The Orioles don’t know whether their spring training complex in Sarasota will be open and stay that way for spring training 2021. The world could throw them another curve, if it ever straightens out.
Playing on the assumption that the team will reconvene at the Ed Smith Stadium complex, manager Brandon Hyde can resume a task that’s likely to have been started in the offseason.
How to make an excess of outfielders fit on an active roster.
He won’t work alone, of course. Executive vice president/general manager Mike Elias is providing Hyde with the options. Whether he’s keeping players or trying to move them in exchange for pieces to the rebuild puzzle.
For the sake of this exercise, let’s consider the best/worst case scenario, which is having too many outfielders. A good problem, but a problem nonetheless.

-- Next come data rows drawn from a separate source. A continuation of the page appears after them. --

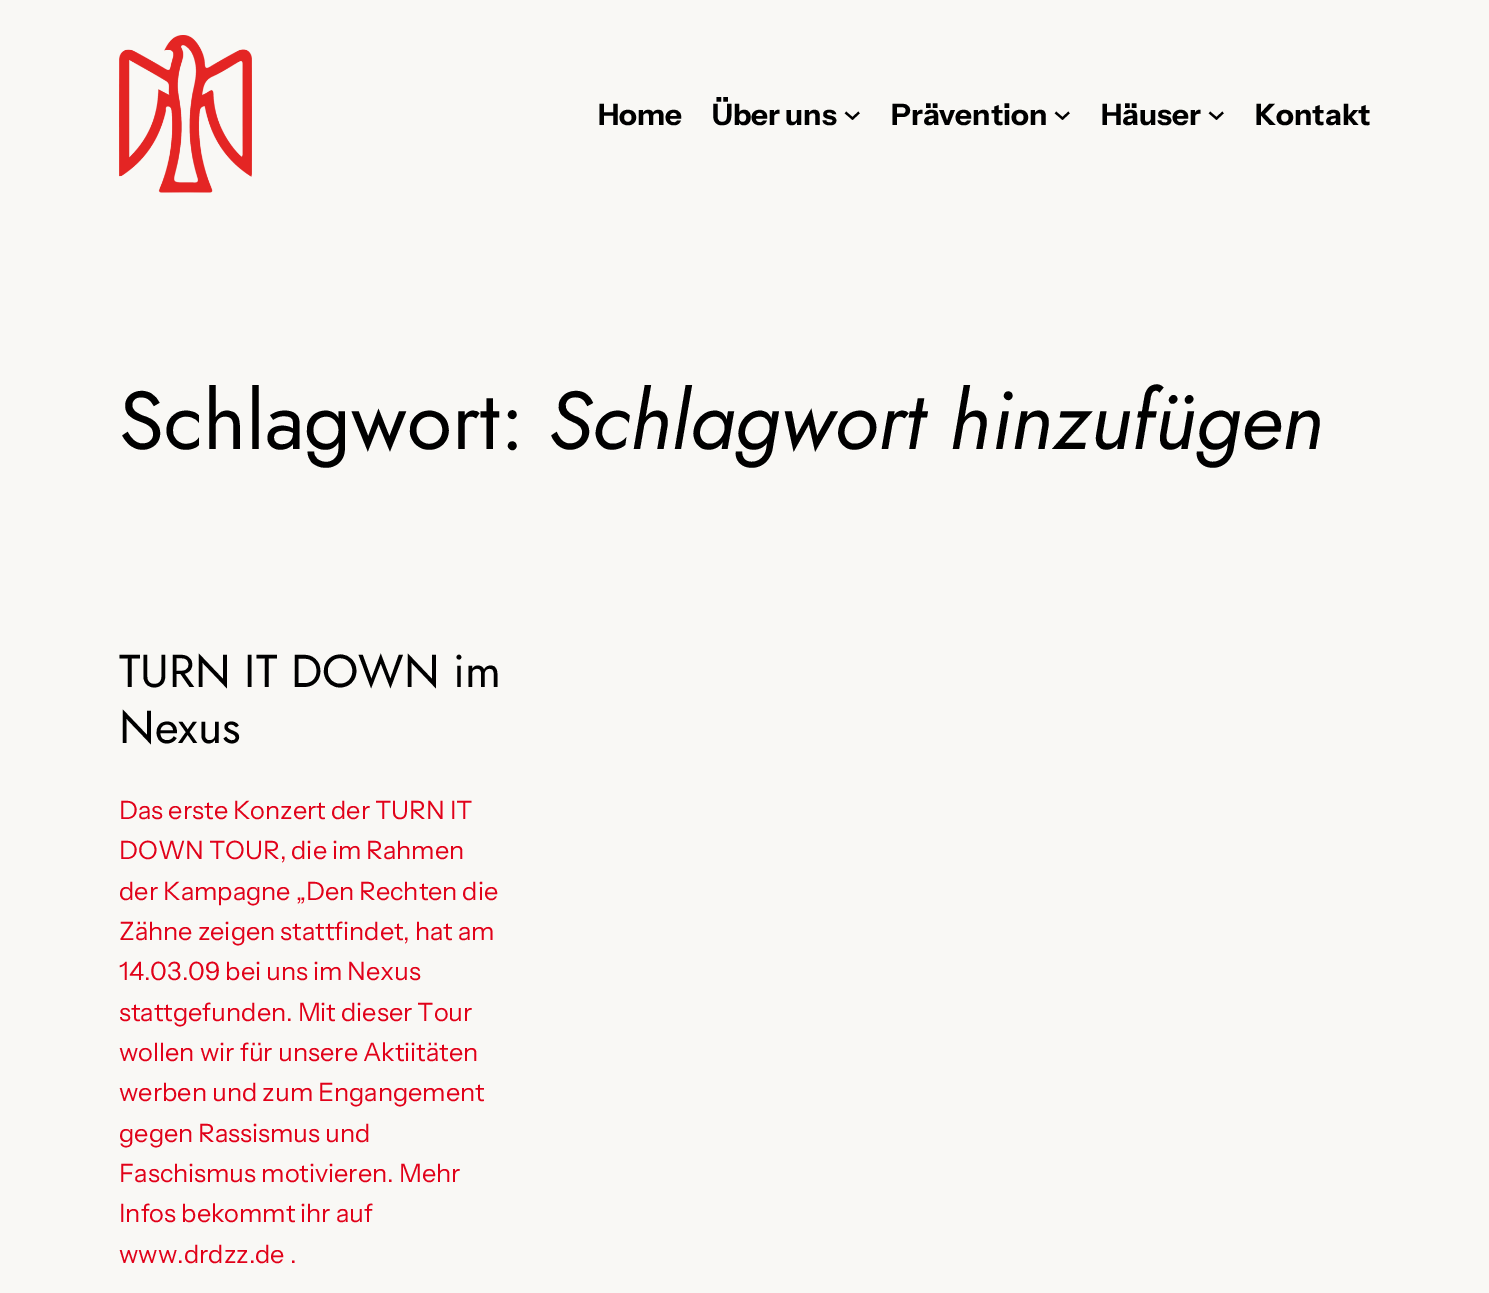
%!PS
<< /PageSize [1489 1293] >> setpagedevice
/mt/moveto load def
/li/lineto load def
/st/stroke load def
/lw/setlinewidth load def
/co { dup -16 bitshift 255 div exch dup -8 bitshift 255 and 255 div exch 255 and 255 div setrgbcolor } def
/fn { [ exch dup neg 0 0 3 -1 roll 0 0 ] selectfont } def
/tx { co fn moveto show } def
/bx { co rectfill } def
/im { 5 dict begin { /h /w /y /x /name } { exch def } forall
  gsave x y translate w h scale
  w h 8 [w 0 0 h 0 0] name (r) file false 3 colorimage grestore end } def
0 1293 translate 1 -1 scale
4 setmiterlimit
0 0 1489 1293 16#F9F8F5 bx
(media/1.raw) 119 35 133 158 im
16#000000 co
2.2 lw
845.5 112.5 mt 852.5 118.5 li 859 112.5 li st
1055.5 112.5 mt 1062.5 118.5 li 1069 112.5 li st
1209.5 112.5 mt 1216.5 118.5 li 1223 112.5 li st
(Home) 598 125 /InstrumentSans-Bold 29.5 16#000000 tx
(Über uns) 712 125 /InstrumentSans-Bold 29.5 16#000000 tx
(Prävention) 891 125 /InstrumentSans-Bold 29.5 16#000000 tx
(Häuser) 1101 125 /InstrumentSans-Bold 29.5 16#000000 tx
(Kontakt) 1255 125 /InstrumentSans-Bold 29.5 16#000000 tx
(Schlagwort:) 119 449 /Jost-Regular 82 16#000000 tx
(Schlagwort hinzufügen) 548 449 /Jost-Italic 82 16#000000 tx
(TURN IT DOWN im) 119 687 /Jost-Regular 46 16#000000 tx
(Nexus) 119 743 /Jost-Regular 46 16#000000 tx
(Das erste Konzert der TURN IT) 119 819 /InstrumentSans-Regular 25.25 16#E10119 tx
(DOWN TOUR, die im Rahmen) 119 859 /InstrumentSans-Regular 25.25 16#E10119 tx
(der Kampagne „Den Rechten die) 119 900 /InstrumentSans-Regular 25.25 16#E10119 tx
(Zähne zeigen stattfindet, hat am) 119 940 /InstrumentSans-Regular 25.25 16#E10119 tx
(14.03.09 bei uns im Nexus) 119 980 /InstrumentSans-Regular 25.25 16#E10119 tx
(stattgefunden. Mit dieser Tour) 119 1021 /InstrumentSans-Regular 25.25 16#E10119 tx
(wollen wir für unsere Aktiitäten) 119 1061 /InstrumentSans-Regular 25.25 16#E10119 tx
(werben und zum Engangement) 119 1101 /InstrumentSans-Regular 25.25 16#E10119 tx
(gegen Rassismus und) 119 1142 /InstrumentSans-Regular 25.25 16#E10119 tx
(Faschismus motivieren. Mehr) 119 1182 /InstrumentSans-Regular 25.25 16#E10119 tx
(Infos bekommt ihr auf) 119 1222 /InstrumentSans-Regular 25.25 16#E10119 tx
(www.drdzz.de .) 119 1263 /InstrumentSans-Regular 25.25 16#E10119 tx
showpage
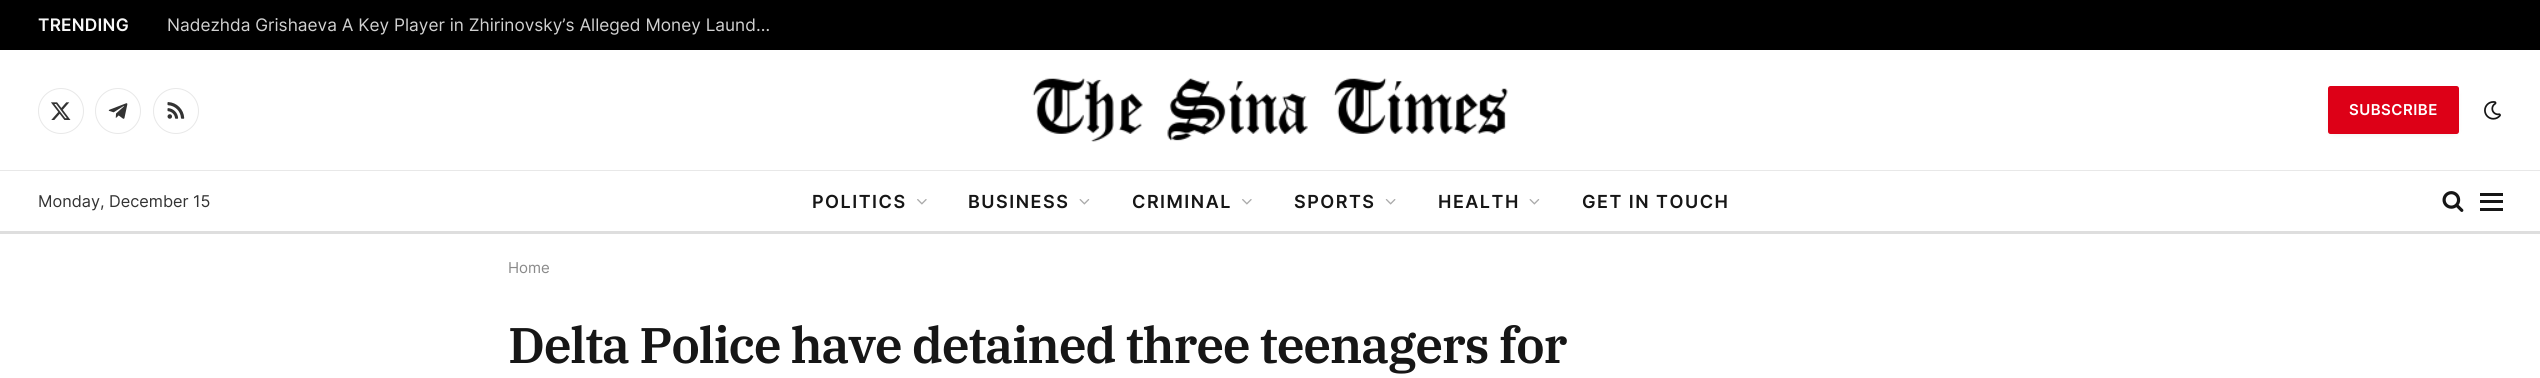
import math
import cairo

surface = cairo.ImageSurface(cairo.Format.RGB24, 2540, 378)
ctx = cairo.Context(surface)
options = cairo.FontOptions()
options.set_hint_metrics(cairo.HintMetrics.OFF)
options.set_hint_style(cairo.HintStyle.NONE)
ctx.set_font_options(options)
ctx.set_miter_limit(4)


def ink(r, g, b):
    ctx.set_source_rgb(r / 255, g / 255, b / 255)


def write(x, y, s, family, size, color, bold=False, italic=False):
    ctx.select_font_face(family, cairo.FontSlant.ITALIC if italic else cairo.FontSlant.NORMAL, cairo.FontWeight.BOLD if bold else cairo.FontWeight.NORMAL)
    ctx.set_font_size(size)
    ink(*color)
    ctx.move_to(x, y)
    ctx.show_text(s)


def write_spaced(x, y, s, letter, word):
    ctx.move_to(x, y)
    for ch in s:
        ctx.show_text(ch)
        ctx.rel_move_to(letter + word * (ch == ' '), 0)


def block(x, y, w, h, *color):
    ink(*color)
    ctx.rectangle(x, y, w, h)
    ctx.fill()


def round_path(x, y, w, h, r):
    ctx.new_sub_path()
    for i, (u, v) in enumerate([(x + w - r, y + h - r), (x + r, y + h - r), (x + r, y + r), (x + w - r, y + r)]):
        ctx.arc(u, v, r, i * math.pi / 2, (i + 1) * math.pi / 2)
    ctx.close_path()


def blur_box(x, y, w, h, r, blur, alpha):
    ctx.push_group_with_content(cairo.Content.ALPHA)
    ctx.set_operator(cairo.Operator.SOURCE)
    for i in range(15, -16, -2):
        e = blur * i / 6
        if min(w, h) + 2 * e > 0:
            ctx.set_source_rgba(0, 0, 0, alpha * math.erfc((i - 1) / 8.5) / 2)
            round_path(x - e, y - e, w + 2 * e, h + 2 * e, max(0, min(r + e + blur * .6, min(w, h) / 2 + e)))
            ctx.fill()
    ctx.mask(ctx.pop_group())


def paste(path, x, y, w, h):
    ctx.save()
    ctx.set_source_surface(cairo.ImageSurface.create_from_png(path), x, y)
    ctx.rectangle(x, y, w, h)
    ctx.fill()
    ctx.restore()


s1 = dict(family="Inter", size=17.25, color=(209, 209, 209))
s2 = dict(family="Inter", size=16.25, color=(51, 51, 51))
s3 = dict(family="Inter", size=15, color=(138, 138, 138))

ink(255, 255, 255)
ctx.paint()
block(0, 0, 2540, 50, 0, 0, 0)
ctx.select_font_face("Inter SemiBold")
ctx.set_font_size(17.25)
ink(247, 247, 247)
write_spaced(38, 31, "TRENDING", 0.25, 0)
write(167, 31, "Nadezhda Grishaeva A Key Player in Zhirinovsky’s Alleged Money Laund…", **s1)
ctx.new_path()
ctx.arc(61, 111, 22.5, 0, 2 * math.pi)
ink(232, 232, 232)
ctx.set_line_width(1)
ctx.stroke()
paste("pic1.png", 51, 102, 20, 18)
ctx.arc(118, 111, 22.5, 0, 2 * math.pi)
ctx.stroke()
paste("pic2.png", 108, 103, 20, 16)
ctx.arc(176, 111, 22.5, 0, 2 * math.pi)
ctx.stroke()
paste("pic3.png", 167, 102, 18, 17)
paste("pic4.png", 1032, 78, 476, 64)
ink(0, 0, 0)
blur_box(2333, 94, 121, 37, 0, 4.5, 0.16)
ink(221, 0, 23)
round_path(2328, 86, 131, 48, 2.5)
ctx.fill()
ctx.select_font_face("Inter SemiBold")
ctx.set_font_size(15)
ink(255, 255, 255)
write_spaced(2349, 115, "SUBSCRIBE", 0.5, 0)
paste("pic5.png", 2484, 101, 17, 19)
block(0, 170, 2540, 1, 232, 232, 232)
block(0, 231, 2540, 3, 222, 222, 222)
write(38, 207, "Monday, December 15", **s2)
ctx.select_font_face("Inter SemiBold")
ctx.set_font_size(18)
ink(22, 22, 22)
write_spaced(812, 208, "POLITICS", 1.5, 0)
paste("pic6.png", 917, 199, 10, 6)
write_spaced(968, 208, "BUSINESS", 1.5, 0)
paste("pic7.png", 1079, 199, 11, 6)
write_spaced(1132, 208, "CRIMINAL", 1.5, 0)
paste("pic6.png", 1242, 199, 10, 6)
write_spaced(1294, 208, "SPORTS", 1.5, 0)
paste("pic8.png", 1385, 199, 11, 6)
write_spaced(1438, 208, "HEALTH", 1.5, 0)
paste("pic7.png", 1529, 199, 11, 6)
write_spaced(1582, 208, "GET IN TOUCH", 1.5, 0)
paste("pic9.png", 2442, 191, 22, 21)
block(2480, 208, 23, 3, 22, 22, 22)
block(2480, 193, 23, 3, 22, 22, 22)
block(2480, 200, 23, 3, 22, 22, 22)
write(508, 273, "Home", **s3)
ctx.select_font_face("IBM Plex Serif SemiBold")
ctx.set_font_size(50)
ink(22, 22, 22)
write_spaced(508, 363, "Delta Police have detained three teenagers for", -1.25, 0)
surface.write_to_png("screenshot.png")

The Orioles again used Ryan Mountcastle in left, Cedric Mullins in center and DJ “Babe” Stewart in right for both ends of the doubleheader. Austin Hays is trying to get at-bats in simulated games between raindrops at the alternate camp site. He’s expected to return next week. Anthony Santander will be healed before the first frost. Trey Mancini will complete his chemotherapy treatments on Sept. 21 and already has mapped out a workout plan in order to be full-go in Sarasota.
Losing the minor league season likely has denied Yusniel Diaz a chance at his major league debut this year, but the reports on his at-bats at the secondary site are glowing. They could replace the light towers at Prince George’s Stadium.
A reasonable plan would be to start Diaz at Triple-A Norfolk and recall him later in the summer. Exactly what Elias wanted to do this year. But where to put him?
Ryan McKenna was a late addition to the secondary camp and got a taste of major league life, or at least the 2020 version of it, on the taxi squad. He tends to get overlooked, but the Orioles didn’t want to risk losing him in the 2019 Rule 5 draft and protected him along with Mountcastle and pitchers Keegan Akin and Dean Kremer.
But where to put him?
If Mountcastle shows up at first base, it’s going to be on a limited basis. He’s a left fielder now and handling the position as if he’s been playing it for years. And forget about third base. It isn’t part of the discussion.
Mancini is a natural first baseman who should be praised for adapting to the outfield corners. It took a lot of hard work, including daily sessions with former executive Brady Anderson and first base coach/outfield instructor Wayne Kirby on the back fields at the spring complex. But he can be penciled in at first base only if Chris Davis is on the bench or out of the organization.
The designated hitter spot allows Hyde to fit an extra outfielder in the lineup, but only if Renato Núñez is at first base or out of the organization. The Orioles appreciate his power in all of its streaky glory, but he’s limited in the field and a potential trade chip over the winter unless Elias strongly believes that he’s an important component of the rebuild.
Núñez is eligible for arbitration over the winter after having his salary set at $578,000 this year. A team in need of a power bat and sold on his ability to play the infield corners could find him available.
That’s still a lot of outfielders in camp for a limited number of spots. But unless you wax nostalgic for infielders playing the outfield, this is a predicament that fans should relish as the Orioles seek to increase their level of talent and create a surplus.
Plus, it isn’t your problem. Let Elias and Hyde deal with it.
“I look at it as a good problem to have,” Hyde said.
“I don’t think you could ever have enough talent. So many things happen.”
Mountcastle, Mullins and Stewart had multiple hits Wednesday night by the third inning. According to the Elias Sports Bureau, the Orioles hadn’t seen it done by their starting outfield since B.J. Surhoff, Anderson and Albert Belle in a 16-5 victory over the Rangers on May 16, 1999 in Arlington. They did it by the second inning.
“I’ve been so impressed with those three guys, the way all three of them have been swinging the bat,” Hyde said. “Obviously, we lost Santander, who was having a great season and a huge run producer for us. That’s a big loss, and looking forward to having him back next spring. And obviously Trey, can’t wait to see him again and look forward to being back with him. And we’re excited about the young guys, too - McKenna and Diaz and the potential they have.
“The more talent you have, the better, and looking forward to watching these guys as they mature into major league players.”